_What to produce_:
Print, exactly and completely, the data that appears below.

_Available data_:
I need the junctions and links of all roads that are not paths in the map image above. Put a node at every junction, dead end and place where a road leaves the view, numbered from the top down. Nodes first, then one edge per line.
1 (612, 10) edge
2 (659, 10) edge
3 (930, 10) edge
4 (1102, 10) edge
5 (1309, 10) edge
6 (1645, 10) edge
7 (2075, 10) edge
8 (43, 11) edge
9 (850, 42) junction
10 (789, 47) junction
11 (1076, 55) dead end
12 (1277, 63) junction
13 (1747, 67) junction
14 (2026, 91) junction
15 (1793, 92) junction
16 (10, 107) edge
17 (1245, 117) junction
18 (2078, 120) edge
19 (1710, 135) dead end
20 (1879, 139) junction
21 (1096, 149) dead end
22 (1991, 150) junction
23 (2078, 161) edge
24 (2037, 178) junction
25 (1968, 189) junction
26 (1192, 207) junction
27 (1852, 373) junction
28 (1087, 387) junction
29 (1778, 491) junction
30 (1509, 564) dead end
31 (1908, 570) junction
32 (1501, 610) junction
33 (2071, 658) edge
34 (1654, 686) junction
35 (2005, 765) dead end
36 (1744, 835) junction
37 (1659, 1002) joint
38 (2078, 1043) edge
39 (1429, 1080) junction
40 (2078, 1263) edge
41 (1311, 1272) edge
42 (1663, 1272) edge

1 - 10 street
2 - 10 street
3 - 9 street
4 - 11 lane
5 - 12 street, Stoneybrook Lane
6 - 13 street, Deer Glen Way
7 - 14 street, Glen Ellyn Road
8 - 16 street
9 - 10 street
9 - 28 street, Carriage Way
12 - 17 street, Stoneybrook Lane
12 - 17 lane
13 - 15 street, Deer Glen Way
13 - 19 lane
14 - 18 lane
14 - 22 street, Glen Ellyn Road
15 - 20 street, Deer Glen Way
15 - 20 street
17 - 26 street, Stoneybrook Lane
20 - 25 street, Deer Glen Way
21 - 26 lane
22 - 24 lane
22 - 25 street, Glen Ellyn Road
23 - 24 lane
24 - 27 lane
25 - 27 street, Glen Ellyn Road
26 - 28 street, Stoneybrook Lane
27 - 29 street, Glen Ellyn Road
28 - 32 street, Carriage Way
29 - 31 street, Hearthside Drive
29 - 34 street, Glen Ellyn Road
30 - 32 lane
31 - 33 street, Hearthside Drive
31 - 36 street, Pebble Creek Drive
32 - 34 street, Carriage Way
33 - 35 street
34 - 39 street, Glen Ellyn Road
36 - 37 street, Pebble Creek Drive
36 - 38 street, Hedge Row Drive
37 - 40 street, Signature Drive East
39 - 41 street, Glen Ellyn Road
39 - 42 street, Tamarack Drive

_Solution to this exercise_:
I need the junctions and links of all roads that are not paths in the map image above. Put a node at every junction, dead end and place where a road leaves the view, numbered from the top down. Nodes first, then one edge per line.
1 (612, 10) edge
2 (659, 10) edge
3 (930, 10) edge
4 (1102, 10) edge
5 (1309, 10) edge
6 (1645, 10) edge
7 (2075, 10) edge
8 (43, 11) edge
9 (850, 42) junction
10 (789, 47) junction
11 (1076, 55) dead end
12 (1277, 63) junction
13 (1747, 67) junction
14 (2026, 91) junction
15 (1793, 92) junction
16 (10, 107) edge
17 (1245, 117) junction
18 (2078, 120) edge
19 (1710, 135) dead end
20 (1879, 139) junction
21 (1096, 149) dead end
22 (1991, 150) junction
23 (2078, 161) edge
24 (2037, 178) junction
25 (1968, 189) junction
26 (1192, 207) junction
27 (1852, 373) junction
28 (1087, 387) junction
29 (1778, 491) junction
30 (1509, 564) dead end
31 (1908, 570) junction
32 (1501, 610) junction
33 (2071, 658) edge
34 (1654, 686) junction
35 (2005, 765) dead end
36 (1744, 835) junction
37 (1659, 1002) joint
38 (2078, 1043) edge
39 (1429, 1080) junction
40 (2078, 1263) edge
41 (1311, 1272) edge
42 (1663, 1272) edge

1 - 10 street
2 - 10 street
3 - 9 street
4 - 11 lane
5 - 12 street, Stoneybrook Lane
6 - 13 street, Deer Glen Way
7 - 14 street, Glen Ellyn Road
8 - 16 street
9 - 10 street
9 - 28 street, Carriage Way
12 - 17 street, Stoneybrook Lane
12 - 17 lane
13 - 15 street, Deer Glen Way
13 - 19 lane
14 - 18 lane
14 - 22 street, Glen Ellyn Road
15 - 20 street, Deer Glen Way
15 - 20 street
17 - 26 street, Stoneybrook Lane
20 - 25 street, Deer Glen Way
21 - 26 lane
22 - 24 lane
22 - 25 street, Glen Ellyn Road
23 - 24 lane
24 - 27 lane
25 - 27 street, Glen Ellyn Road
26 - 28 street, Stoneybrook Lane
27 - 29 street, Glen Ellyn Road
28 - 32 street, Carriage Way
29 - 31 street, Hearthside Drive
29 - 34 street, Glen Ellyn Road
30 - 32 lane
31 - 33 street, Hearthside Drive
31 - 36 street, Pebble Creek Drive
32 - 34 street, Carriage Way
33 - 35 street
34 - 39 street, Glen Ellyn Road
36 - 37 street, Pebble Creek Drive
36 - 38 street, Hedge Row Drive
37 - 40 street, Signature Drive East
39 - 41 street, Glen Ellyn Road
39 - 42 street, Tamarack Drive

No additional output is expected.